When one considers that many of these lesser-known or newly signed fighters are only pocketing a salary of $10,000 a bout, the outlook becomes bleak indeed.
It isn’t just the preliminary competitors that get short changed either. We have previously cited the example of Todd Duffee’s remuneration for headlining UFC Fight Night 71 as an example of how desperate the situation can be. According to MMAMania, the heavyweight received a mere $12,000 salary for getting his brain scrambled by Frank Mir.
Last month, MMAFighting interviewed top UFC bantamweight contender Aljamain Sterling. The 26-year-old, who was in the middle of a frustratingly lengthy layoff, told the website that he was finding it harder to justify continuing in the sport due to irregular and insubstantial paydays.
“The pay is definitely not what it is unless you’re the champ or a guy that’s been around the sport for a very, very, very long time and you can make a lot of money”.
“Just doing the math on how much I fight, how often I fight per year, there’s no way I’m gonna be able to make a significant amount of money where I can put it aside to do something when I’m done”
When you read the numbers that some of these men and women are receiving for their significant sacrifices, it is easy to sympathize with Sterling. The reality, however, is that examining these surface figures doesn’t even begin to illustrate the financial struggles many fighters go through.

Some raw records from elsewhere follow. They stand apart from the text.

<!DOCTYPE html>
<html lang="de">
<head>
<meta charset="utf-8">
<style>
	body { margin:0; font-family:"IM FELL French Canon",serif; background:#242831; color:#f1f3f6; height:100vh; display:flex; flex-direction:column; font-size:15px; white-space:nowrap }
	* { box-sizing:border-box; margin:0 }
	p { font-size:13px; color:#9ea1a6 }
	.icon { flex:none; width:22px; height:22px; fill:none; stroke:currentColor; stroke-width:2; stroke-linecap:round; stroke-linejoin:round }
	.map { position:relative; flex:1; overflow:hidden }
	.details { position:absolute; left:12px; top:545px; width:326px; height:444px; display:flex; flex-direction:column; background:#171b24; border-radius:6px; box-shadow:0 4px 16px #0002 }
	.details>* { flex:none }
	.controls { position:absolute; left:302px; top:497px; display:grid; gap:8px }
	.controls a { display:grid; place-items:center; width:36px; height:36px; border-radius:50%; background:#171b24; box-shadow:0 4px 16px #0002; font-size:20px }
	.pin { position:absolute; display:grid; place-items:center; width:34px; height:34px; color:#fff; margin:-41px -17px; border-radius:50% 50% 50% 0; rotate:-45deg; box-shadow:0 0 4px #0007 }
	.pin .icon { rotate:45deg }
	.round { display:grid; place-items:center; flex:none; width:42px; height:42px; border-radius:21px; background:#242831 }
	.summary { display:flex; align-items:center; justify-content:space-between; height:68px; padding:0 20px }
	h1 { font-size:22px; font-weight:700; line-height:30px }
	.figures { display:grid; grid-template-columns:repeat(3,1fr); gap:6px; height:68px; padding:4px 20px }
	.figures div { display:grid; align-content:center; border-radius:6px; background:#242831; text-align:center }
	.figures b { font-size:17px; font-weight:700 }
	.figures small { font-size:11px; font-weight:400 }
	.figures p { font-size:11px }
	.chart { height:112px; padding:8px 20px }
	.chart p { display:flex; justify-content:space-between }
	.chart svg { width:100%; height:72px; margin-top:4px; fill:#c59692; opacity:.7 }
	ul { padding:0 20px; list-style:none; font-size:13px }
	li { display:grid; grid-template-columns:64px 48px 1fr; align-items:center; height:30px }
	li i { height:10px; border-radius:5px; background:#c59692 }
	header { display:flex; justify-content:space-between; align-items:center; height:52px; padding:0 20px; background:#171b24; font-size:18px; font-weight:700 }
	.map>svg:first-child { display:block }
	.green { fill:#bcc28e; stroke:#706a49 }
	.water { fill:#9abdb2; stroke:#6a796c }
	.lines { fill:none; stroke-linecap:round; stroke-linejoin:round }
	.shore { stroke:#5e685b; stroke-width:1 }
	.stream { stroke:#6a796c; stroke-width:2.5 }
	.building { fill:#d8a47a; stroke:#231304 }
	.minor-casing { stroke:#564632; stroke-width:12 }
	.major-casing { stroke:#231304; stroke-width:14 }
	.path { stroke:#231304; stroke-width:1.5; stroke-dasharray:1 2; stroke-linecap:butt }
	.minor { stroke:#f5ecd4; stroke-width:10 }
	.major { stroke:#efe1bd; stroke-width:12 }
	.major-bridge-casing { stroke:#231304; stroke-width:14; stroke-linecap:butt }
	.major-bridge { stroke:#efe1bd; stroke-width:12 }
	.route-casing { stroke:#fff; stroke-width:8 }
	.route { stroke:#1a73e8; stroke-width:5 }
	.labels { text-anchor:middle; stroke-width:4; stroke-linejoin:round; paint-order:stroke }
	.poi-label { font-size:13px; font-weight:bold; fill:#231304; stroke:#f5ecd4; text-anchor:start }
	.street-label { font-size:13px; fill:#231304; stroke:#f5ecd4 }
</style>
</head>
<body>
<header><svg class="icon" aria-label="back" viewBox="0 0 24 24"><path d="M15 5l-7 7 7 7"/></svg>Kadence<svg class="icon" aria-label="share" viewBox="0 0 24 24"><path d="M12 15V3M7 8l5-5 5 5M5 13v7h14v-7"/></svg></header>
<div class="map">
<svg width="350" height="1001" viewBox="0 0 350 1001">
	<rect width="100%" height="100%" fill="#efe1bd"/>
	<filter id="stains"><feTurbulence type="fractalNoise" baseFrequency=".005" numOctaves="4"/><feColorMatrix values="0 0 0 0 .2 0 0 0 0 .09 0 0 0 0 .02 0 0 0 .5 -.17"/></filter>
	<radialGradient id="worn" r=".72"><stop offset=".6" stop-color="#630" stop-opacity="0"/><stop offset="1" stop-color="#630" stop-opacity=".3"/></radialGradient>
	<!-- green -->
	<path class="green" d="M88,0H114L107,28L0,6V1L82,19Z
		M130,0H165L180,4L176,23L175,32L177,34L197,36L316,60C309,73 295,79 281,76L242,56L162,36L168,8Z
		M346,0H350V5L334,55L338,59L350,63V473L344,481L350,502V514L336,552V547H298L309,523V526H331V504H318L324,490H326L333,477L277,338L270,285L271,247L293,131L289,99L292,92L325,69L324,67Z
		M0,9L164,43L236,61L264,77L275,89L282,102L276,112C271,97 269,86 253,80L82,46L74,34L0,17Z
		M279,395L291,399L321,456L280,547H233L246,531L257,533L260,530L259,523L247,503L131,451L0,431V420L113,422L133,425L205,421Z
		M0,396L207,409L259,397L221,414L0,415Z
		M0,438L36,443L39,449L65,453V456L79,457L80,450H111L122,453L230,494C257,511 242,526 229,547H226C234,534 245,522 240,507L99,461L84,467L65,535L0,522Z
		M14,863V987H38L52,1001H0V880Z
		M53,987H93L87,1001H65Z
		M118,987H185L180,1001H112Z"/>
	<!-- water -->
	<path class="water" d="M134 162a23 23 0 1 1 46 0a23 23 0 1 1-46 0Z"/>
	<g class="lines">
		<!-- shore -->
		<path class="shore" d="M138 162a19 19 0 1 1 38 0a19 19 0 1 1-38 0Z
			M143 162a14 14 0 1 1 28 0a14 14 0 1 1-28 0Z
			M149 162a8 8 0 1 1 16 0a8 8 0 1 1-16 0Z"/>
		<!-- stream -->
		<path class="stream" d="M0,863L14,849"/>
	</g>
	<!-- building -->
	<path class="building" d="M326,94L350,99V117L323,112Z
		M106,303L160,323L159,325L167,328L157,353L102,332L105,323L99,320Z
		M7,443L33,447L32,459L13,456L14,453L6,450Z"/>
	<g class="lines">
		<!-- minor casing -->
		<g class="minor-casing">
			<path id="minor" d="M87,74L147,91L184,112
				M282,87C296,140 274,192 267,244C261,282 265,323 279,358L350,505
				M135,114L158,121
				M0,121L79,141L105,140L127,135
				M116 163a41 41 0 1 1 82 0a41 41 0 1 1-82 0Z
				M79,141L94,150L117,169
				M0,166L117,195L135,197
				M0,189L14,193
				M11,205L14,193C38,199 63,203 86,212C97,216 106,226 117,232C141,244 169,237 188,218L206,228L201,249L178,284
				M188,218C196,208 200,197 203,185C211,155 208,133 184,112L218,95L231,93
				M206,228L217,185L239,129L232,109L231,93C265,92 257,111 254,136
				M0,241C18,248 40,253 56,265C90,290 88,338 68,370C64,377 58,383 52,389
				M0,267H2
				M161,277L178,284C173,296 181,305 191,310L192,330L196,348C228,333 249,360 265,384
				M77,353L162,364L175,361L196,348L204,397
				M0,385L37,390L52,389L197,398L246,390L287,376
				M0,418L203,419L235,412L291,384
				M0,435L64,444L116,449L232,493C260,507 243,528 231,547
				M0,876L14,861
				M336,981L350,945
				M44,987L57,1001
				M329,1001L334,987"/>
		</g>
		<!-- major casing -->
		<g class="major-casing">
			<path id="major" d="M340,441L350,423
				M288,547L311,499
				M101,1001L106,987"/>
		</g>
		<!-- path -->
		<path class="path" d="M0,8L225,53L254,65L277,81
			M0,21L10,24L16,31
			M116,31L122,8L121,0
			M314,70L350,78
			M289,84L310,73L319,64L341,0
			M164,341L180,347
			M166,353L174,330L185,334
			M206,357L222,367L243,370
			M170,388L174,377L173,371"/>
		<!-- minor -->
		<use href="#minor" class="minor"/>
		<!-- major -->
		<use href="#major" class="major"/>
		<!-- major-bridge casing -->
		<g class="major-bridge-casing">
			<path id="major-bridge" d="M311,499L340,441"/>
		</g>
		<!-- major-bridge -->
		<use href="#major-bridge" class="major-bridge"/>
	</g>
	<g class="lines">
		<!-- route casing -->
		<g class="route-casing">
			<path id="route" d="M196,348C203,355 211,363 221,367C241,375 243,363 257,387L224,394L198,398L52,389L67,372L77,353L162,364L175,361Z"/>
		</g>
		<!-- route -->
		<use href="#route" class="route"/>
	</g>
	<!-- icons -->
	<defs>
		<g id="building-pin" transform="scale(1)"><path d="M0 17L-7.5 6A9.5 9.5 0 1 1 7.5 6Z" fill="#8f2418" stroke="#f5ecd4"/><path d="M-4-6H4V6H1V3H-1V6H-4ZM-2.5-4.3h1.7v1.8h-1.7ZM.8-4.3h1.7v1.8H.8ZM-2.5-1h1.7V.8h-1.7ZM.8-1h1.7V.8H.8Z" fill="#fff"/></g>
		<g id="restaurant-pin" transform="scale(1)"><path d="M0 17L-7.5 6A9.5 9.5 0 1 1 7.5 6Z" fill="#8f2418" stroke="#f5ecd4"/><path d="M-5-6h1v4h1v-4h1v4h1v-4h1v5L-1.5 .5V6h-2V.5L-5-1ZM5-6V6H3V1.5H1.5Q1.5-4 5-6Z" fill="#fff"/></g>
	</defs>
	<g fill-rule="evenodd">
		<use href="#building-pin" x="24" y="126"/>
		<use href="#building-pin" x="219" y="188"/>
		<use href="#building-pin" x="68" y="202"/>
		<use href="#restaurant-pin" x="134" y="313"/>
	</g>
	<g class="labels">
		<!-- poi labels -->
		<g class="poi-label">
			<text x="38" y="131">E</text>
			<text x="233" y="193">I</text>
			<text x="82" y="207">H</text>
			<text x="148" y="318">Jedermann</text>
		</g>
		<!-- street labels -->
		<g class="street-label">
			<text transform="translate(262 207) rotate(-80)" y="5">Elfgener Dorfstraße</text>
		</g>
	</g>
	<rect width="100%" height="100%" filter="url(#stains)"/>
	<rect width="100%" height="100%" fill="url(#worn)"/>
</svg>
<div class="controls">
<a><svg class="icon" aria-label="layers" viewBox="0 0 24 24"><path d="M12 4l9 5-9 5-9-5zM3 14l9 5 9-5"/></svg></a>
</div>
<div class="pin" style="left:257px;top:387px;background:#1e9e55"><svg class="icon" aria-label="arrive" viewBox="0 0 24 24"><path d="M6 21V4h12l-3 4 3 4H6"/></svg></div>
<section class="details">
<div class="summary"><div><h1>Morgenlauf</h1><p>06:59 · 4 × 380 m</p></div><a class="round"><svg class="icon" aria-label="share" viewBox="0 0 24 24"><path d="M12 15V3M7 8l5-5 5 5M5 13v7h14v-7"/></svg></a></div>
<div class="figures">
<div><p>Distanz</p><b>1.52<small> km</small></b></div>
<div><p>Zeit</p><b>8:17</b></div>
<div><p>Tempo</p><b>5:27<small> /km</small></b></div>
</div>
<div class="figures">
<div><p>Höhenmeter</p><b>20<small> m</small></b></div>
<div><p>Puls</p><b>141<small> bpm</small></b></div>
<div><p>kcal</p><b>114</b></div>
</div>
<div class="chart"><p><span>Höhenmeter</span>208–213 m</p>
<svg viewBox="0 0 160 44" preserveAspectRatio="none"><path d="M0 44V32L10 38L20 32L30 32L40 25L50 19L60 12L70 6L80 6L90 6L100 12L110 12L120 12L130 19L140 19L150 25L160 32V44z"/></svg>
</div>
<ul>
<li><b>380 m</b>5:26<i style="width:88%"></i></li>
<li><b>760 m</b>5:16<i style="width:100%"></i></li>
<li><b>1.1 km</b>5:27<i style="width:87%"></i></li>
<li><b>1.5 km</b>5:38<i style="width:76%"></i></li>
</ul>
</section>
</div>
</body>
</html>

When Johny Hendricks had to be withdrawn from a bout with Tyron Woodley at UFC 192, after a botched cut to welterweight left him in hospital, Woodley was given his “show” money despite the cancellation. He also received his Reebok bonus.
Speaking at the centre of a media scrum, Woodley called this “a nice gesture” on behalf of the UFC. He added, though, that this money didn’t “cut it”, due to the costs that come with preparing for a big-fight.
“I spend 30-40, sometimes even $50,000 dollars on a training camp”, said Woodley. With this comment, Woodley provided a rare and intriguing piece of insight, as well as further context for the arguments over fighter salaries.
Luckily, another UFC competitor has recently come out and provided a little more information on the regular overheads that fighters have to consider.
Myles Jury, who is about to make the drop from lightweight to featherweight, has outlined the typical expenses of a fight camp on his website.
It makes for disturbing reading.
Taking taxes, gym fees, management fees, coaching fees, medical bills, and miscellaneous costs into account, Jury estimates that a fighter earning an entry level payout of $10,000 show money, with a further $10,000 win bonus up for grabs, would only take home $5,500 from a victorious effort.
Worse still, he suggested a fighter who did not secure a win bonus would only pocket $1,500.
Unfortunately, it is hard to see these conditions improving. Increased levels of competition could bring about a healthier environment, but as things stand the UFC are very much in control of the MMA market globally.
Bellator MMA could potentially benefit from fighter dissatisfaction in the Zuffa owned fight-league and become a stronger competitor. There are also attempts ongoing to start an MMA union. If such a organization was to come to fruition, that may change things for the better.
For the sake of MMA fighters of the present and future, as well as for the sport as a whole, let’s hope that one of those situations arises.